Horses for Courses
With the longshot Oxbow winning yesterday’s Preakness over the favourite Orb, it’s time to think about betting. Peter and Rob are using the betting shop as their venue for butting heads. In the course of that, some discussion of the bookmaking business does occur.
Barlow’s Bookies is as much an anachronism in today’s real England as Underworld is. In reality, Carla would be having knickers stitched in Bangladesh, not on the street near where she lives, and Peter would be manager of a Ladbrokes betting shop, not an independent bookie with a single backstreet shop.
In both businesses, Rob has given voice to the new economic reality. When he set up business on his own after Carla returned, he was soliciting orders and filling them without having a bricks and mortar building. Was he using offshore manufacturers or hiring local seamstresses on a piecework basis? Carla soon brought him back into Underworld so we don’t really know how his independent business panned out.*
Creative Consultant
Now, after buying out Leanne’s share of Barlow’s Bookies, Carla installed Rob as Creative Consultant to improve Peter’s rapidly failing business. Rob was the one to mention the competition given by on-line gambling. The popularity of internet betting has contributed to the financial woes of large bookie chains in England for quite a few years.
Internet betting, along with the large chains themselves, would cause major headaches for a small independent bookie like Peter. It says a lot about the unseen gambling habits, and lack of luck, of the citizens of Weatherfield that Barlow’s Bookies is still in business at all!

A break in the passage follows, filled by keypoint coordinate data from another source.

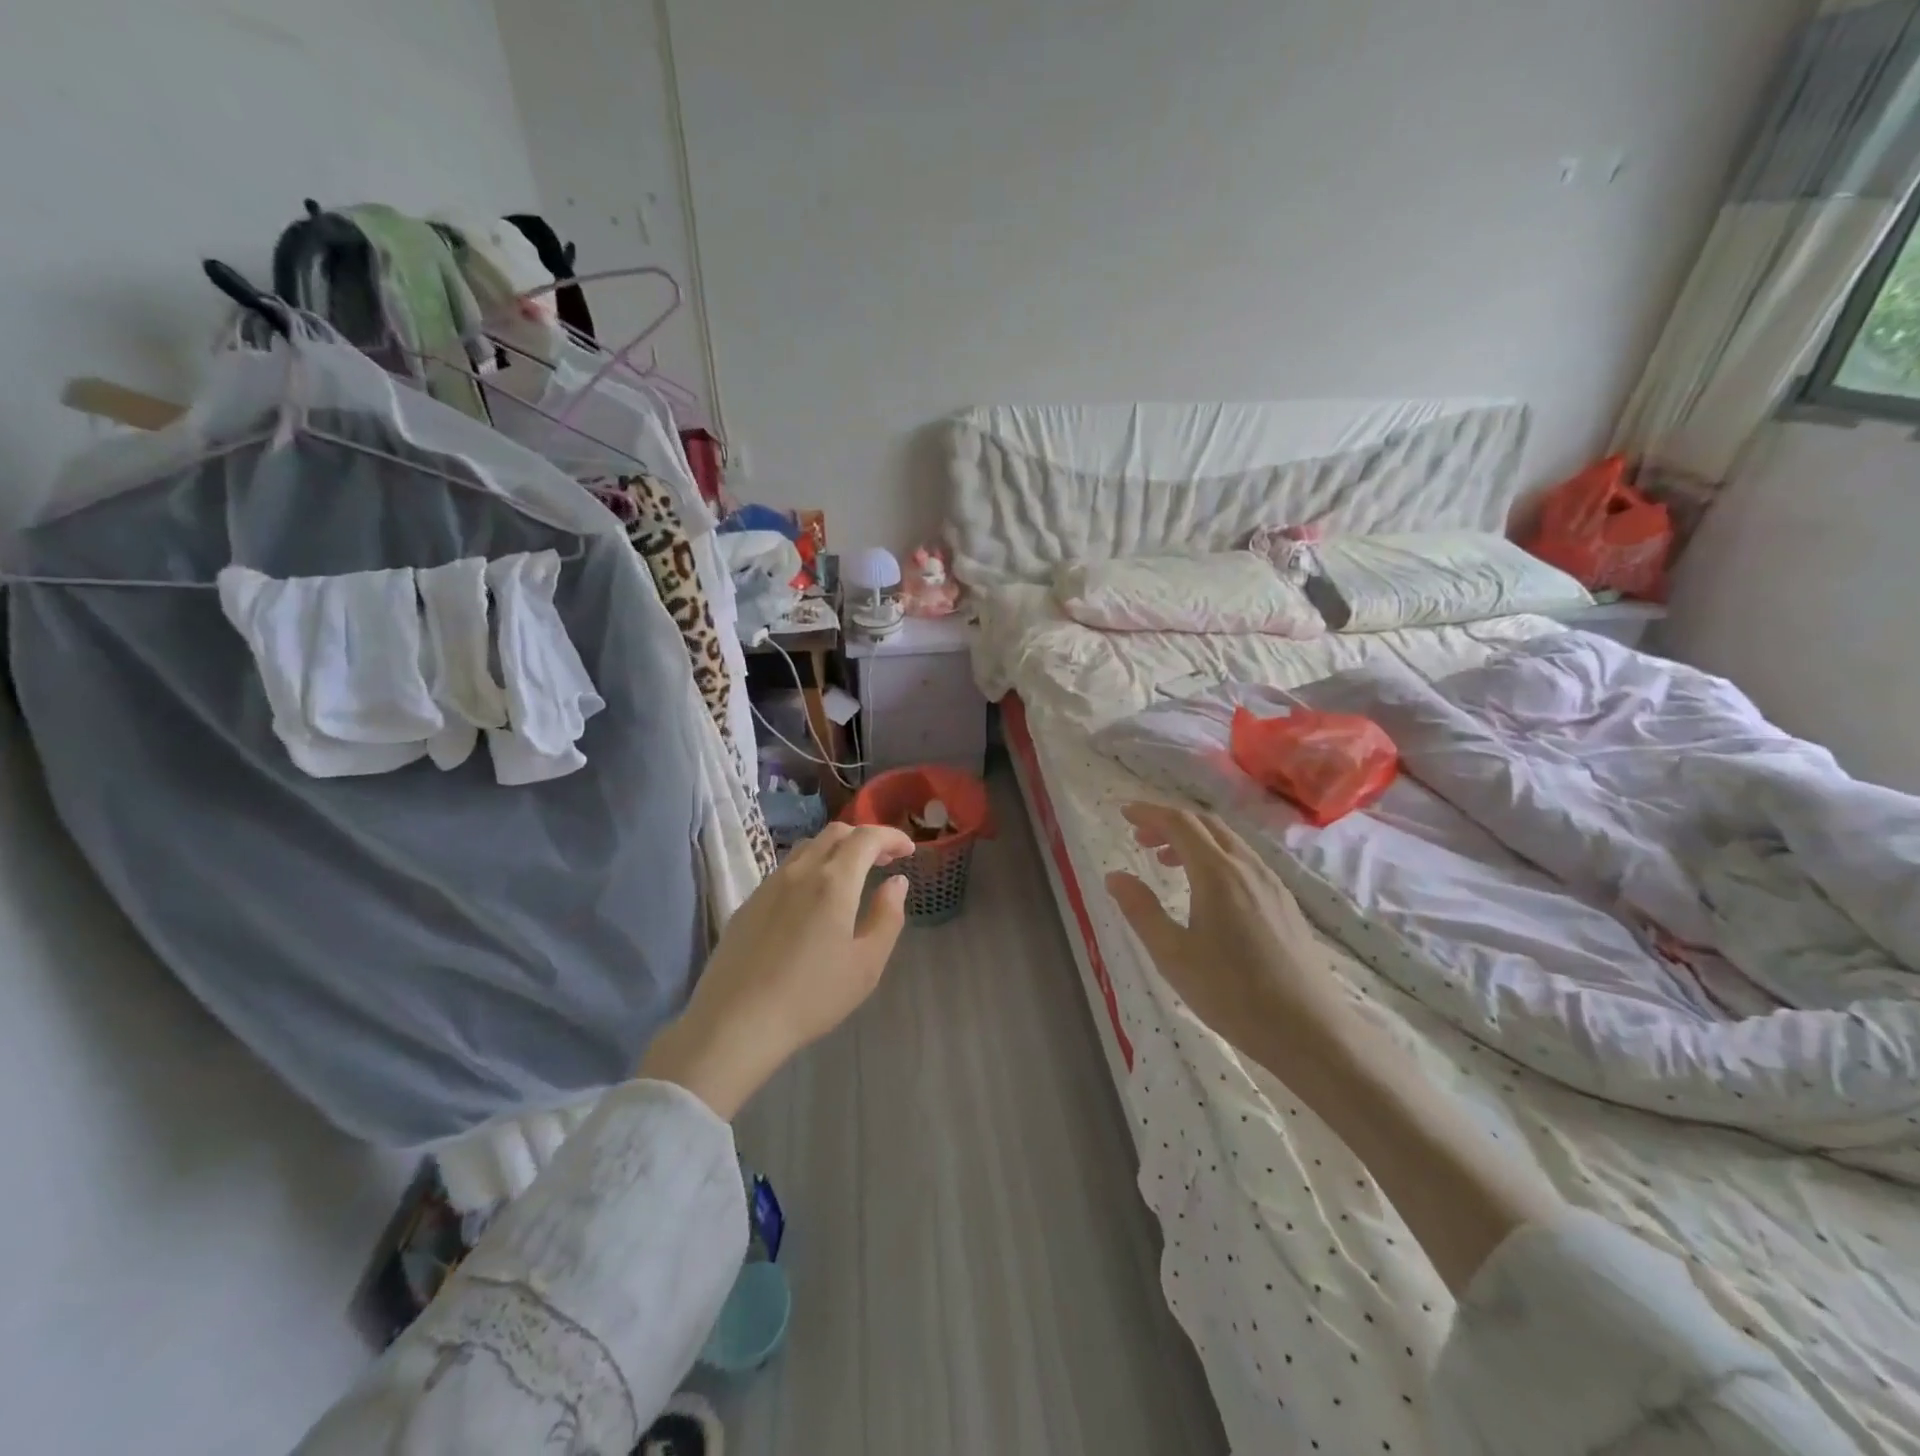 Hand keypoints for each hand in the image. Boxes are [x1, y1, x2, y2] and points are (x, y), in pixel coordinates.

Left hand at [641, 823, 915, 1117]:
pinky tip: (813, 900)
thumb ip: (887, 916)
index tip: (908, 850)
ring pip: (807, 847)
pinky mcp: (748, 903)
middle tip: (884, 861)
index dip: (891, 837)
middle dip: (865, 838)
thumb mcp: (866, 964)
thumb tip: (897, 882)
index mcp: (834, 881)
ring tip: (850, 876)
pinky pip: (786, 869)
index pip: (867, 838)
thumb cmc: (811, 996)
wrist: (735, 1022)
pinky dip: (810, 868)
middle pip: (835, 833)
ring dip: (836, 850)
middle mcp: (800, 871)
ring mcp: (769, 885)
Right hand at [1105, 802, 1367, 1076]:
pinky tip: (1206, 890)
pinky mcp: (1285, 904)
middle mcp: (1247, 868)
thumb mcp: (1173, 955)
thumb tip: (1114, 876)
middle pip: (1206, 824)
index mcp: (1217, 873)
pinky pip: (1244, 861)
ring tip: (1166, 862)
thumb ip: (1140, 910)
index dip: (1149, 812)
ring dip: (1194, 840)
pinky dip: (1216, 857)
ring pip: (1228, 842)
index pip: (1180, 823)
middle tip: (1140, 838)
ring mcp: (1272, 884)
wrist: (1309, 1031)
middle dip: (1170, 822)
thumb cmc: (1232, 993)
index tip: (1123, 812)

Old style bookie versus new
The conflict between Peter and Rob is between old ways and new. This was illustrated by Peter unplugging the new computer and handing Rob a pad and pencil to figure out the payout on Steve’s each way bet. Since taking over in 2009, I doubt Peter has ever calculated odds and payouts by hand.
The point that he is trying to make, however, is that he can and Rob ought to be able to. Rob gets him back later in the week when he calculates on paper Tommy’s accumulator winnings on a 50 pence bet.
In modernizing the business, Rob is probably right. In respecting the basics of bookmaking – horses, courses and mental acuity – Peter is right too. It would be nice to see them succeed as a team, Rob upgrading the ambience and the technical equipment and Peter keeping the traditions of betting and betting shops. This bookie shop could use both horses running both courses.
But the dramatic point is to have two massive male egos, and two massive adult crybabies, clash. Still, I will hope that each can see the value of the other’s “skill-set” (a term Rob probably loves). And that they can keep Barlow’s Bookies, a lone bastion of a past age, alive and thriving.
*In Scene of the Week Jun. 16/13 we see how Rob has been doing in the rag trade.